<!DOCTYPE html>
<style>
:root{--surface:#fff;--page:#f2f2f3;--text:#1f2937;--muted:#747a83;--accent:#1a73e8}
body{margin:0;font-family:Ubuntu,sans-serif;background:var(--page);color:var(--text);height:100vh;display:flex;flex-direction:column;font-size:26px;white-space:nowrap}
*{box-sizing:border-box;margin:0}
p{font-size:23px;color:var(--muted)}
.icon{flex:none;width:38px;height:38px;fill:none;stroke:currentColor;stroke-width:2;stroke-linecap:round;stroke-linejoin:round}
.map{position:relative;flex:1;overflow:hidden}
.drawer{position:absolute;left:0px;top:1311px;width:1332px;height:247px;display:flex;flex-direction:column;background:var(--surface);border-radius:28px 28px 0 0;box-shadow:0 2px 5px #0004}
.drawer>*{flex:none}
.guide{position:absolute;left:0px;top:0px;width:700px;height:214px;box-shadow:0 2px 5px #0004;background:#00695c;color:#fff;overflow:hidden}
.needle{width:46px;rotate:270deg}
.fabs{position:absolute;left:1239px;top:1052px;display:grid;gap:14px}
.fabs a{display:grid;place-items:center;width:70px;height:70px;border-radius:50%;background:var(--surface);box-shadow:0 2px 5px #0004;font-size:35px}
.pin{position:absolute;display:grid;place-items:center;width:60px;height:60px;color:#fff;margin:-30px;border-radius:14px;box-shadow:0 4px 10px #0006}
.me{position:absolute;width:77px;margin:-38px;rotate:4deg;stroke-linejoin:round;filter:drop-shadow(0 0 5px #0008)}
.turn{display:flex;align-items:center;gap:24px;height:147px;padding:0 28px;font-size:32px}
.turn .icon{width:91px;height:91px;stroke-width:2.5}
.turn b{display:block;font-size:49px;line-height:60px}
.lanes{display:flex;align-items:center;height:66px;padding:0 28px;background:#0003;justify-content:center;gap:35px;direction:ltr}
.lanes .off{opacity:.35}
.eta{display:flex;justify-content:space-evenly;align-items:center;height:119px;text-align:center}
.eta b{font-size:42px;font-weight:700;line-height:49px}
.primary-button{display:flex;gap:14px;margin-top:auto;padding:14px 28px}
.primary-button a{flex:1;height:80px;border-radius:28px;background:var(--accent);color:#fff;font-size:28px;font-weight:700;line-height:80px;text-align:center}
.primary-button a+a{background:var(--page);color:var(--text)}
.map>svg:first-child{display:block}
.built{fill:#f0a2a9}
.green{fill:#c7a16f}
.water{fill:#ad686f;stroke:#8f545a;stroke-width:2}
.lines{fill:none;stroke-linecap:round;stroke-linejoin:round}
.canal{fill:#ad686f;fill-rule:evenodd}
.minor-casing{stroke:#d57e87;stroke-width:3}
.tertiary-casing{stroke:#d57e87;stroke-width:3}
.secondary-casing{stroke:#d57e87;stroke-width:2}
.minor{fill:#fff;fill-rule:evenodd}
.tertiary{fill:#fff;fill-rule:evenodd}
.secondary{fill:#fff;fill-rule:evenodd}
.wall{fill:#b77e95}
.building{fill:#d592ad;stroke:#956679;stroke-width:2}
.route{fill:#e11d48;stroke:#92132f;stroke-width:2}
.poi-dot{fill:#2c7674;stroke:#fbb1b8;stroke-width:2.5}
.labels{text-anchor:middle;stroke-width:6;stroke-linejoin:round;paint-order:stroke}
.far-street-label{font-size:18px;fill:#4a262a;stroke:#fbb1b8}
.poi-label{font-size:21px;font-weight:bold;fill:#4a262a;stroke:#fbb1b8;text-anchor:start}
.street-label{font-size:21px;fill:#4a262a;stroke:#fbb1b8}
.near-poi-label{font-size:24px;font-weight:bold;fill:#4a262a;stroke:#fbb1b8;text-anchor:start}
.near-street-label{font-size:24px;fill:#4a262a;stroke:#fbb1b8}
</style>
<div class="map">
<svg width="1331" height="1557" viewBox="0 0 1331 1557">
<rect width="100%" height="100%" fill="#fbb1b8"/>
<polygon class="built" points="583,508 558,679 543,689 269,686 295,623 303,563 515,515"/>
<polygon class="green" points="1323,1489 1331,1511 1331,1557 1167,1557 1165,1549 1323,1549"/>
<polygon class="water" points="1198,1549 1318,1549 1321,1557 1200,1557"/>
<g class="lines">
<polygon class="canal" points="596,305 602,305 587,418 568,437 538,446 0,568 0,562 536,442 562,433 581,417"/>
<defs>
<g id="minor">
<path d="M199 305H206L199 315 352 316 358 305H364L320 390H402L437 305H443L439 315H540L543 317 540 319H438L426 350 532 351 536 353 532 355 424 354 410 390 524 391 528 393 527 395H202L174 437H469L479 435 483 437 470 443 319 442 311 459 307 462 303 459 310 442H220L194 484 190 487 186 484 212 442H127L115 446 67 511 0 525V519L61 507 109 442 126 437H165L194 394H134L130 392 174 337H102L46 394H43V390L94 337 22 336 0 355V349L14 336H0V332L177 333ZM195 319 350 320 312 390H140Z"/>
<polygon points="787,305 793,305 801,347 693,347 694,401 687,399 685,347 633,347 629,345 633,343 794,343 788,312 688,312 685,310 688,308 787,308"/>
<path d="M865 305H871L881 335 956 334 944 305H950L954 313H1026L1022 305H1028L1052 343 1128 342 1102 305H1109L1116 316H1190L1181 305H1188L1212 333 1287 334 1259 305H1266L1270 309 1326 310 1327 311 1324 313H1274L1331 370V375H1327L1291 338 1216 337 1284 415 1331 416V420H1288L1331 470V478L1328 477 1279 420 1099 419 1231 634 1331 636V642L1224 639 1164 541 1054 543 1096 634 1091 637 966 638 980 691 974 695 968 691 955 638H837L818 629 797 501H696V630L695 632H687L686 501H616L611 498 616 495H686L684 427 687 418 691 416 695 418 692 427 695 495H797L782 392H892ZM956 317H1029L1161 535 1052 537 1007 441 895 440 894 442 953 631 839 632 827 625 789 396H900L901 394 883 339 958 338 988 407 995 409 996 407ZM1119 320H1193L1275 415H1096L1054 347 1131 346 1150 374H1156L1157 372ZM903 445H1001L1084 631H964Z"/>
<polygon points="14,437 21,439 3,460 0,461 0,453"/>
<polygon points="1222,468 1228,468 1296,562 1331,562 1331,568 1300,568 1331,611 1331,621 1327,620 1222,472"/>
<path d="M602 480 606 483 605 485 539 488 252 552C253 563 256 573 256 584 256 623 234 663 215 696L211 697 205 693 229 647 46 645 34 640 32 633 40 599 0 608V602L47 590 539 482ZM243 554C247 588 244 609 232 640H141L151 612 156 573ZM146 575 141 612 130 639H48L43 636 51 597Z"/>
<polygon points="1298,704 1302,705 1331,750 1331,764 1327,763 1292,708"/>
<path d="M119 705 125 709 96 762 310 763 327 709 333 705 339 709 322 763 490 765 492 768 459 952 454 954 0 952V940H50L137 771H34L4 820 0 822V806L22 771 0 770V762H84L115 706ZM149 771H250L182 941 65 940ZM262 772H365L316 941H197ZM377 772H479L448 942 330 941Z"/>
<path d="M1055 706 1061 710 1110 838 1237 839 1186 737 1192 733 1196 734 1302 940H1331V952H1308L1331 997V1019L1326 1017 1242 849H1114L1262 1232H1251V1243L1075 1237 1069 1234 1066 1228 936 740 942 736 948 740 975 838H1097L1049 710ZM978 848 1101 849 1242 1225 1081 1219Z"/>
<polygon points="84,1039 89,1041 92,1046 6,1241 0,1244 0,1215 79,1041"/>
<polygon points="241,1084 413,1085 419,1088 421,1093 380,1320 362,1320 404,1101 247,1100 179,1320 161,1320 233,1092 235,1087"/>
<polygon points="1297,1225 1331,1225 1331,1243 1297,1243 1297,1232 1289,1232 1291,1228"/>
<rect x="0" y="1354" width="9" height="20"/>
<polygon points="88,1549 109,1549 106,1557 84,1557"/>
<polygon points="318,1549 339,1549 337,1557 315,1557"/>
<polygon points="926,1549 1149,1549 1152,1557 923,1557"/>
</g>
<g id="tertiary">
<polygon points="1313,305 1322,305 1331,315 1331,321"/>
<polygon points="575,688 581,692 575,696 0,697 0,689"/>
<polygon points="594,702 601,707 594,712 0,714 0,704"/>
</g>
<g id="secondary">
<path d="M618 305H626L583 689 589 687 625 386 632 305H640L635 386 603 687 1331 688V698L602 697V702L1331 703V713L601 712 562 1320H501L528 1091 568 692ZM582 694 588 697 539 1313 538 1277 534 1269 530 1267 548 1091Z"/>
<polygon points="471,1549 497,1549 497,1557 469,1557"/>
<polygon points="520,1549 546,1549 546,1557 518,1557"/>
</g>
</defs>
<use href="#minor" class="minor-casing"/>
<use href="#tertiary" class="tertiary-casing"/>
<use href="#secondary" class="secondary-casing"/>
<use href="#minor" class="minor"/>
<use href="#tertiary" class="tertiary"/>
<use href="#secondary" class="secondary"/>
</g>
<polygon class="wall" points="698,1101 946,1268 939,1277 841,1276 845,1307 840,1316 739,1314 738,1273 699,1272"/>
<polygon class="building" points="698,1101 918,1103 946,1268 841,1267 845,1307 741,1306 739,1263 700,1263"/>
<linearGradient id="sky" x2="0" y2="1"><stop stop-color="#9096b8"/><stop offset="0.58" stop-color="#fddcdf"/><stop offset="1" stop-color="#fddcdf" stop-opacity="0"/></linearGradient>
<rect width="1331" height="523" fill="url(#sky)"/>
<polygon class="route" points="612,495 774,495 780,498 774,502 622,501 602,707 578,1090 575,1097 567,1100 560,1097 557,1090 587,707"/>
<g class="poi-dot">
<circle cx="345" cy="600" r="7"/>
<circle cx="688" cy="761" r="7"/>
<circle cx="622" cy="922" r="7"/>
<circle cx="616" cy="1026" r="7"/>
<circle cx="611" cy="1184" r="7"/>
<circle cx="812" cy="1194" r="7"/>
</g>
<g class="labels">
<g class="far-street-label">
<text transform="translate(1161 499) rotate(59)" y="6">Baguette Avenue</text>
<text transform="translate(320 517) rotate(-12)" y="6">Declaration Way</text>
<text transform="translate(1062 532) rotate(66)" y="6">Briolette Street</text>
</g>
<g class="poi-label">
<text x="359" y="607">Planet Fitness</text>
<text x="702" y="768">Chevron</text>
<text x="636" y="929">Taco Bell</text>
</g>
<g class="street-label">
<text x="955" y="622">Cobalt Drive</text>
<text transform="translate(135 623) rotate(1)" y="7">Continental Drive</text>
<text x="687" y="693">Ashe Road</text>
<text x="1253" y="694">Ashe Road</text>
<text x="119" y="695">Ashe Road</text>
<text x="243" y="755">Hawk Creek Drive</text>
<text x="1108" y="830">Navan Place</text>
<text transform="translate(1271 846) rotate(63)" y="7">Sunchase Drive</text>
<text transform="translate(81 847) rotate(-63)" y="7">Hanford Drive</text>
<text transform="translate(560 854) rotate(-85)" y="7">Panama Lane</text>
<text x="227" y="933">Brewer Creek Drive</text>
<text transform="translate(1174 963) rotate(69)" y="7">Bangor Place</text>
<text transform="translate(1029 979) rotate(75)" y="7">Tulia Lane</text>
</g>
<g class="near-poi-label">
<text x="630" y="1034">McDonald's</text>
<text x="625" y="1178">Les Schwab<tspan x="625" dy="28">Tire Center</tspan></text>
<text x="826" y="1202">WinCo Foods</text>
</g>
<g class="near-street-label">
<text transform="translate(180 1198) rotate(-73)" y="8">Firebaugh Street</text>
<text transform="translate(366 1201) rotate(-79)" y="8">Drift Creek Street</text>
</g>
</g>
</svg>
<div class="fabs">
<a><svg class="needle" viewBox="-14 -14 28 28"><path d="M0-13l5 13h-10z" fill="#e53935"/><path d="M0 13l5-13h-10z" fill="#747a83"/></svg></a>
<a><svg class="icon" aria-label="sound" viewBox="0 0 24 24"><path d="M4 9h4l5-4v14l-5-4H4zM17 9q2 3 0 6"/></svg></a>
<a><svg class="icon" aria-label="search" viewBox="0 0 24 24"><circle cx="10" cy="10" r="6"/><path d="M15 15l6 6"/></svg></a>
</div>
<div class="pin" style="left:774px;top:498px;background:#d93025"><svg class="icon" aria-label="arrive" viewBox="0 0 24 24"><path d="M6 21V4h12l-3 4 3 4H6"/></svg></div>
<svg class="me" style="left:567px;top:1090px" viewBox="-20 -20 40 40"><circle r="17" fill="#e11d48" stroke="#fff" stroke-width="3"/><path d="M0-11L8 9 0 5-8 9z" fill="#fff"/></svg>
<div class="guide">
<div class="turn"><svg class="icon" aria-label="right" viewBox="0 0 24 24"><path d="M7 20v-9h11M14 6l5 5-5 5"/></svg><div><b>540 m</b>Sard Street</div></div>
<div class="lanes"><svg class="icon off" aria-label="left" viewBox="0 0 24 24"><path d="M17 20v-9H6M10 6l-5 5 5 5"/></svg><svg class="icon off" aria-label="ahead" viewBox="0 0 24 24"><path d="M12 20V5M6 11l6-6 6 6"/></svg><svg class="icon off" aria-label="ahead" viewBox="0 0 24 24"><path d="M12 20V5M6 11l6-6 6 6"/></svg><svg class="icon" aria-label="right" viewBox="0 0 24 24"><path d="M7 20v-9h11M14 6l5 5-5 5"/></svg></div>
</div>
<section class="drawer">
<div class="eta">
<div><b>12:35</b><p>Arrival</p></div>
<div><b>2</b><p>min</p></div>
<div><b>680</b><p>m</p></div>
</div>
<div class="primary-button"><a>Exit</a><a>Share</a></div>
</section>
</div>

- - - - - - -

WHAT THE EXERCISE ASKS: Look over the records above and say, with no extra words, how many lines include "items".

SOLUTION TO THIS TASK: 5